The share of Fannie Mae and Freddie Mac loans in forbearance decreased to 2.77 percent - a 6-basis-point improvement. Ginnie Mae (VA/FHA) loans in forbearance fell 20 basis points to 6.83 percent, while the forbearance share for portfolio loans and private-label securities (PLS) declined 1 basis point to 8.90 percent. The percentage of loans in forbearance by independent mortgage bank (IMB) servicers decreased 14 basis points to 5.23 percent, and those serviced by depository servicers were down 5 basis points to 5.10 percent.
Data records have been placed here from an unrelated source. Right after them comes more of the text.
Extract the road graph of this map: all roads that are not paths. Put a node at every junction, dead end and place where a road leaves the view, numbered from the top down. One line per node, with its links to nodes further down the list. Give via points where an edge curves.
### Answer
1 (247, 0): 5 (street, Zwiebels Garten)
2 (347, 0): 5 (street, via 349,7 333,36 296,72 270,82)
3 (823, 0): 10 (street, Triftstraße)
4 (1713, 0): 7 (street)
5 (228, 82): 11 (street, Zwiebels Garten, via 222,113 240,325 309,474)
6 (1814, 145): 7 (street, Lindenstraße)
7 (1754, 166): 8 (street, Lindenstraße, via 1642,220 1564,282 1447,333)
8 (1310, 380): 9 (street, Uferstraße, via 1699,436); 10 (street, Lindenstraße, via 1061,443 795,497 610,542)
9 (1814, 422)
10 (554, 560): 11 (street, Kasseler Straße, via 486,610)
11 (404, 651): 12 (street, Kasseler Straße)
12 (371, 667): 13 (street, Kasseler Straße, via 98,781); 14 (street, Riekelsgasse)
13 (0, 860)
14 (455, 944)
"The share of loans in forbearance decreased for the fourth straight week, dropping below 5 percent for the first time in a year. New forbearance requests remained at their lowest level since last March, and the pace of exits increased," said Mike Fratantoni, MBA's Senior Vice President and Chief Economist. "More than 17 percent of borrowers in forbearance extensions have now exceeded the 12-month mark."

Fratantoni added, "Many homeowners need this support, even as there are increasing signs that the pace of economic activity is picking up as the vaccine rollout continues. Those who have an ongoing hardship due to the pandemic and want to extend their forbearance beyond the 12-month point need to contact their servicer. Servicers cannot automatically extend forbearance terms without the borrower's consent."

MBA's latest Forbearance and Call Volume Survey covers the period from March 15 through March 21, 2021 and represents 74 percent of the first-mortgage servicing market (37.1 million loans).